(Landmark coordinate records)
=====

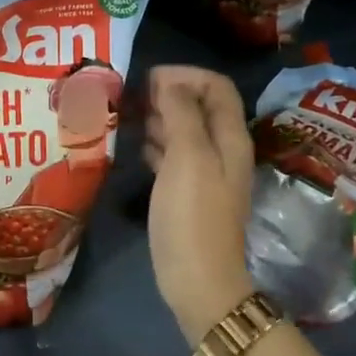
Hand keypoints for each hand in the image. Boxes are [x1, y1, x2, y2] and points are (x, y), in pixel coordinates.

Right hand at [144, 66, 255, 344]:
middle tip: (131, 97)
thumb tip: (170, 82)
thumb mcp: (187, 157)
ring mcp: (204, 172)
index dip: (185, 75)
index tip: (148, 81)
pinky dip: (155, 143)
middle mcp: (221, 149)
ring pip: (183, 129)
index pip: (216, 86)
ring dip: (158, 117)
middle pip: (199, 105)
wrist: (197, 279)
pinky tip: (135, 145)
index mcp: (229, 137)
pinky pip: (172, 155)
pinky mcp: (187, 192)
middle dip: (167, 93)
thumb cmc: (192, 215)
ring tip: (126, 116)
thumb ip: (181, 114)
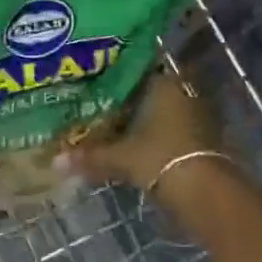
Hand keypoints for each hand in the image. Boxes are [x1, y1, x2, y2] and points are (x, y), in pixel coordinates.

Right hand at [66, 75, 219, 189]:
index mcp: (163, 83)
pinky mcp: (204, 139)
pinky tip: (138, 143)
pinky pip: (173, 128)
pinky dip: (157, 134)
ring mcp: (197, 115)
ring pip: (163, 109)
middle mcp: (183, 92)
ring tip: (114, 124)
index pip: (137, 67)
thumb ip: (90, 156)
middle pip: (150, 89)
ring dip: (144, 117)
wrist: (206, 193)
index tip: (96, 78)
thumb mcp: (120, 157)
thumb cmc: (160, 158)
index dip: (116, 73)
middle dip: (129, 98)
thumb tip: (55, 161)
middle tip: (100, 103)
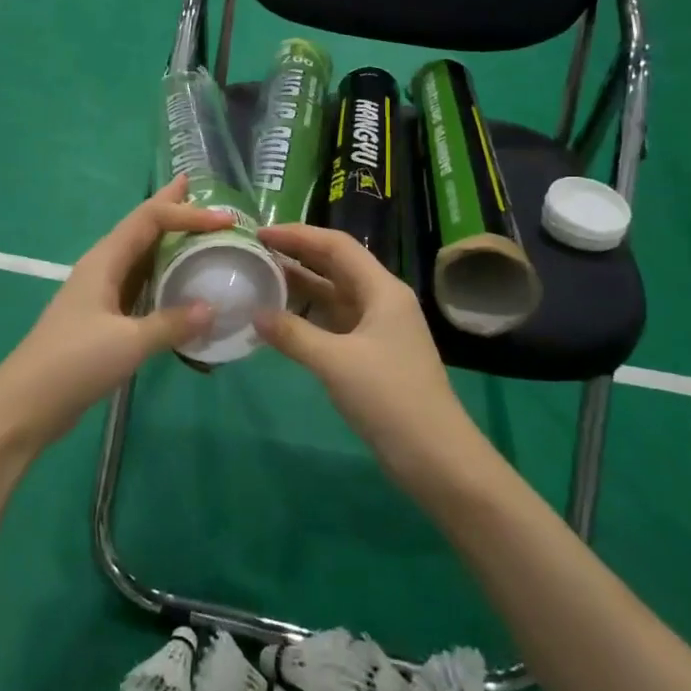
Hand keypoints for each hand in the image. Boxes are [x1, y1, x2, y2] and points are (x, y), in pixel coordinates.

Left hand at [0, 176, 224, 448]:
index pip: (150, 219)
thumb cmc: (73, 363)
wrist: (26, 405)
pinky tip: (179, 286)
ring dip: (168, 243)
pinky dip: (163, 280)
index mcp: (104, 261)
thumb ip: (172, 324)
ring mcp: (101, 294)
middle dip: (170, 208)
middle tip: (199, 190)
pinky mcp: (103, 320)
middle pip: (142, 228)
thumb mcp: (128, 342)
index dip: (187, 213)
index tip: (225, 219)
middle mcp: (102, 268)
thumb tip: (214, 308)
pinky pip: (140, 288)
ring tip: (196, 232)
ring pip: (141, 258)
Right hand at [256, 223, 485, 490]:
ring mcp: (378, 329)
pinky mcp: (371, 355)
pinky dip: (307, 318)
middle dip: (297, 256)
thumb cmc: (389, 398)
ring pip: (333, 295)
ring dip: (300, 287)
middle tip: (255, 253)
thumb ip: (293, 334)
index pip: (337, 246)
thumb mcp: (335, 362)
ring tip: (260, 280)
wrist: (435, 456)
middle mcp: (382, 300)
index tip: (260, 233)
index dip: (298, 235)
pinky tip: (280, 322)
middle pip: (335, 266)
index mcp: (382, 290)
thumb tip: (255, 314)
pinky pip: (334, 323)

=====

**What is needed**:
Without the pictures, set down the lines above from the line with "pinky tip: (138, 143)" up to and including the line with "Left hand at" exactly as they stand.

**Task response**:
pinky tip: (138, 143)
pinky pip: (173, 128)
pinky dip: (157, 134)
ring mcp: (197, 115)
ring pip: (163, 109)
middle mcp: (183, 92)
ring tip: (114, 124)
index pip: (137, 67)
thumb ip: (90, 156)
middle pip: (150, 89)
ring dip: (144, 117)
wrist: (206, 193)
index tip: (96, 78)
thumb mcp: (120, 157)
thumb cmc: (160, 158)
index dip: (116, 73)
middle dip: (129, 98)
thumb tip: (55, 161)
middle tip: (100, 103)
Hand keypoints for each hand in the image. Boxes are [x1, y1, x2, y2] and points are (x, y), in pixel coordinates.

Left hand at [0, 176, 224, 448]:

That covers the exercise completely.